Initially L-NMMA was developed as a pharmacological tool and was not known to be a naturally occurring compound. The inhibition of NO formation by L-NMMA in cultured vascular endothelial cells was demonstrated by Palmer et al. [2]. These workers also showed that L-NMMA could elicit an endothelium-dependent increase in the tone of rabbit aortic rings and inhibit the endothelium-dependent relaxation induced by acetylcholine. These results were consistent with inhibition of vascular endothelial NOS (eNOS) under basal and stimulated conditions.

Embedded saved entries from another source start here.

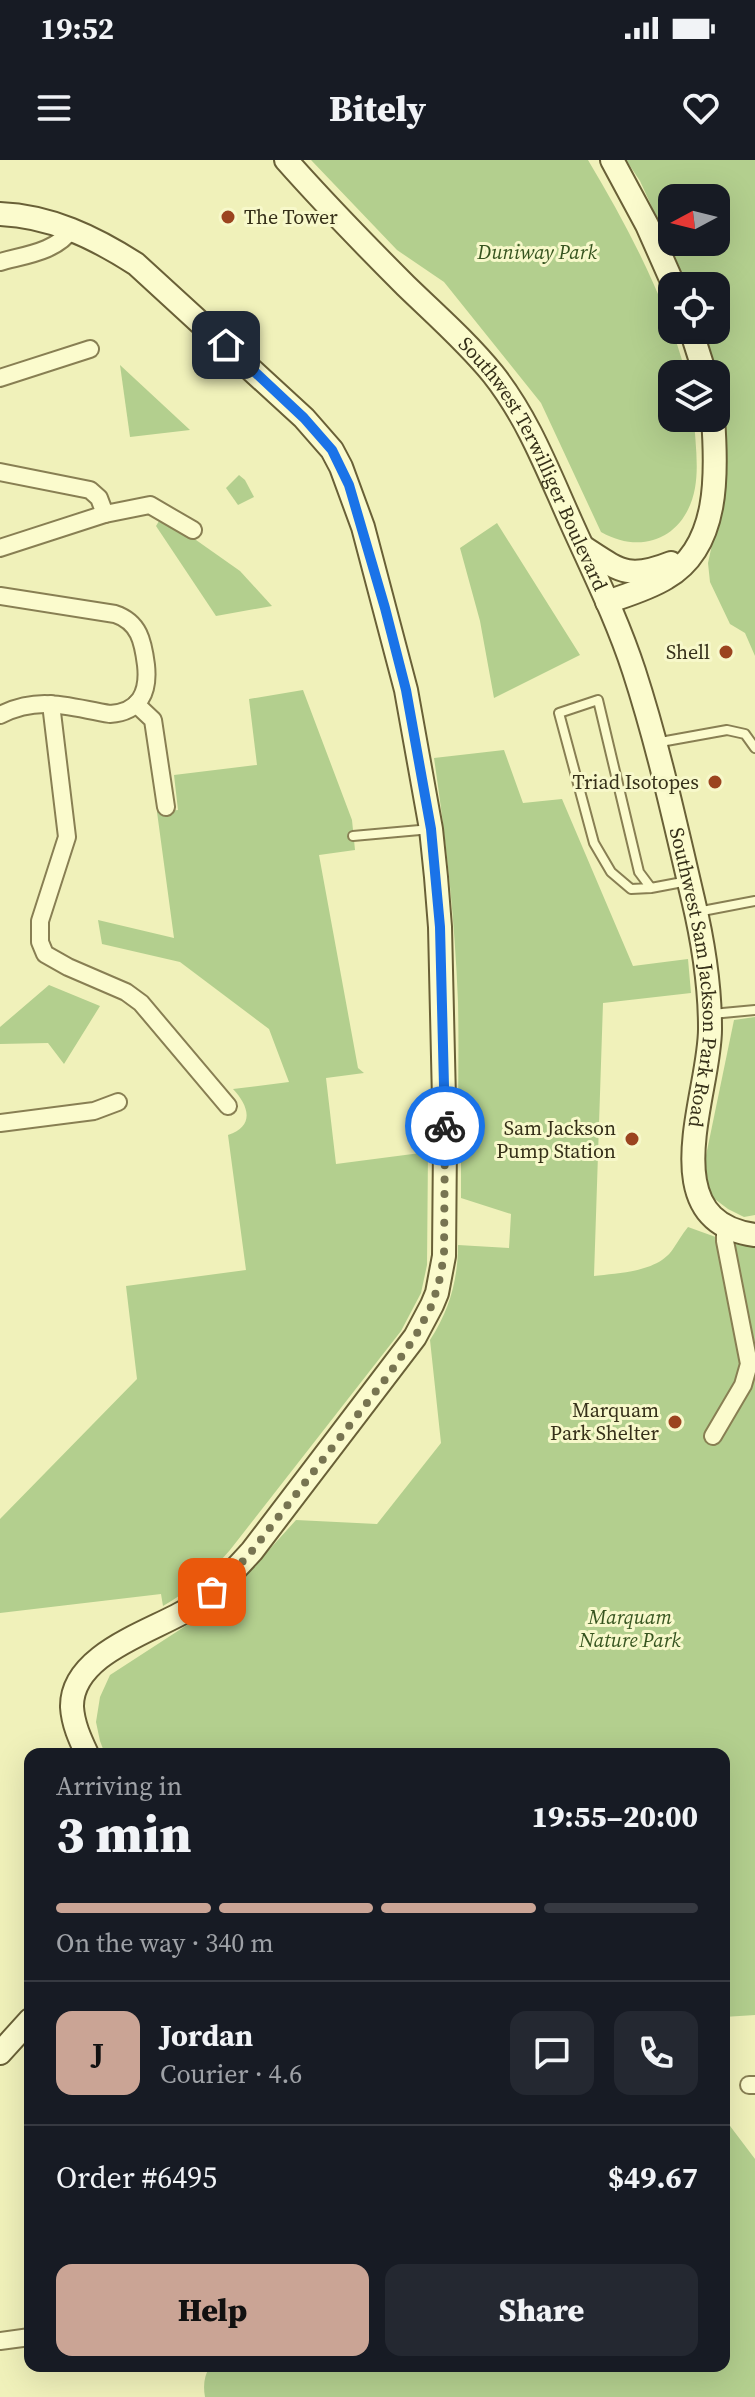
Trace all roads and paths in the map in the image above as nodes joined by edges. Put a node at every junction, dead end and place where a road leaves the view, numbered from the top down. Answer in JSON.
{"nodes":[{"id":1,"x":286,"y":160,"type":"edge"},
{"id":2,"x":612,"y":160,"type":"edge"},
{"id":3,"x":0,"y":214,"type":"edge"},
{"id":4,"x":72,"y":229,"type":"junction"},
{"id":5,"x":0,"y":262,"type":"edge"},
{"id":6,"x":668,"y":272,"type":"edge"},
{"id":7,"x":90,"y":349,"type":"dead end"},
{"id":8,"x":0,"y":378,"type":"edge"},
{"id":9,"x":714,"y":432,"type":"edge"},
{"id":10,"x":0,"y":472,"type":"edge"},
{"id":11,"x":105,"y":514,"type":"junction"},
{"id":12,"x":193,"y":530,"type":"dead end"},
{"id":13,"x":583,"y":547,"type":"junction"},
{"id":14,"x":0,"y":548,"type":"edge"},
{"id":15,"x":691,"y":556,"type":"junction"},
{"id":16,"x":0,"y":596,"type":"edge"},
{"id":17,"x":607,"y":602,"type":"junction"},
{"id":18,"x":51,"y":704,"type":"junction"},
{"id":19,"x":136,"y":704,"type":"junction"},
{"id":20,"x":5,"y":709,"type":"edge"},
{"id":21,"x":654,"y":743,"type":"junction"},
{"id":22,"x":755,"y":748,"type":"edge"},
{"id":23,"x":166,"y":807,"type":"dead end"},
{"id":24,"x":431,"y":829,"type":"junction"},
{"id":25,"x":353,"y":836,"type":"dead end"},
{"id":26,"x":689,"y":881,"type":"junction"},
{"id":27,"x":651,"y":888,"type":"junction"},
{"id":28,"x":755,"y":901,"type":"edge"},
{"id":29,"x":696,"y":912,"type":"junction"},
{"id":30,"x":755,"y":1010,"type":"edge"},
{"id":31,"x":709,"y":1014,"type":"junction"},
{"id":32,"x":118,"y":1102,"type":"dead end"},
{"id":33,"x":228,"y":1106,"type":"dead end"},
{"id":34,"x":0,"y":1123,"type":"edge"},
{"id":35,"x":725,"y":1225,"type":"junction"},
{"id":36,"x":755,"y":1235,"type":"edge"},
{"id":37,"x":713,"y":1436,"type":"dead end"},
{"id":38,"x":85,"y":1748,"type":"edge"},
{"id":39,"x":24,"y":2027,"type":"edge"},
{"id":40,"x":0,"y":2053,"type":"edge"},
{"id":41,"x":24,"y":2338,"type":"edge"},
{"id":42,"x":0,"y":2341,"type":"edge"}],
"edges":[{"from":1,"to":13,"type":"street","name":"Southwest Terwilliger Boulevard"},
{"from":2,"to":6,"type":"street"},
{"from":3,"to":4,"type":"street"},
{"from":4,"to":5,"type":"street"},
{"from":4,"to":24,"type":"street"},
{"from":7,"to":8,"type":"street"},
{"from":9,"to":15,"type":"street","name":"Southwest Terwilliger Boulevard"},
{"from":10,"to":11,"type":"street"},
{"from":11,"to":12,"type":"street"},
{"from":11,"to":14,"type":"street"},
{"from":13,"to":15,"type":"street"},
{"from":13,"to":17,"type":"street","name":"Southwest Terwilliger Boulevard"},
{"from":15,"to":17,"type":"street","name":"Southwest Terwilliger Boulevard"},
{"from":16,"to":19,"type":"street"},
{"from":17,"to":21,"type":"street","name":"Southwest Sam Jackson Park Road"},
{"from":18,"to":19,"type":"street"},
{"from":18,"to":20,"type":"street"},
{"from":18,"to":33,"type":"street"},
{"from":19,"to":23,"type":"street"},
{"from":21,"to":22,"type":"lane"},
{"from":21,"to":26,"type":"street","name":"Southwest Sam Jackson Park Road"},
{"from":24,"to":25,"type":"lane"},
{"from":24,"to":38,"type":"street"},
{"from":26,"to":27,"type":"lane"},
{"from":26,"to":29,"type":"street","name":"Southwest Sam Jackson Park Road"},
{"from":27,"to":27,"type":"lane"},
{"from":28,"to":29,"type":"lane"},
{"from":29,"to":31,"type":"street","name":"Southwest Sam Jackson Park Road"},
{"from":30,"to":31,"type":"lane"},
{"from":31,"to":35,"type":"street","name":"Southwest Sam Jackson Park Road"},
{"from":32,"to":34,"type":"street"},
{"from":35,"to":36,"type":"street","name":"Southwest Sam Jackson Park Road"},
{"from":35,"to":37,"type":"street"},
{"from":39,"to":40,"type":"street"},
{"from":41,"to":42,"type":"street"}]}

In vivo, L-NMMA increased mean arterial blood pressure in rabbit [3], rat [4] and guinea-pig [5]. In humans, local infusion of L-NMMA in brachial arteries caused a fall in basal blood flow and attenuated the dilator response to acetylcholine [6]. NO was therefore identified as a major determinant of blood pressure and vascular tone. Subsequently, ADMA was shown to have similar effects to L-NMMA while SDMA was inactive [7]. In pre-contracted endothelium-intact rat aortic rings, ADMA caused dose-dependent increases in tone. ADMA was able to raise blood pressure in guinea-pigs and reduce resting forearm blood flow. Thus, it was postulated that ADMA, which was identified as circulating in human plasma at a concentration ten times greater than that of naturally occurring L-NMMA, might act as an important endogenous regulator of the L-arginine/NO pathway and/or arginine-handling enzymes in vivo [7].
Methylarginine synthesis
Protein methylation is a post-translational modification involving addition of a methyl group to a polypeptide chain by enzymes termed protein methyltransferases (reviewed in [8, 9]). These enzymes utilise S-adenosylmethionine as methyl donors and catalyse a large number of modifications that can be divided into two groups. The first group of reactions modifies carboxyl groups to generate methyl esters. These reactions are generally reversible by the actions of protein methylesterases. They function to regulate the activity of target proteins and can be seen as analogous to protein phosphorylation and dephosphorylation. These reactions will not be discussed further here. The second group of protein-methylation reactions results in generally irreversible methyl transfer to sulphur or nitrogen atoms of several amino acids. The function of these reactions is less clear but possibly it provides a way of creating proteins with new function without de novo protein synthesis. Methylation of the terminal nitrogen atom(s) of arginine belongs to this group and is catalysed by a family of enzymes termed protein-arginine methyltransferases (PRMTs).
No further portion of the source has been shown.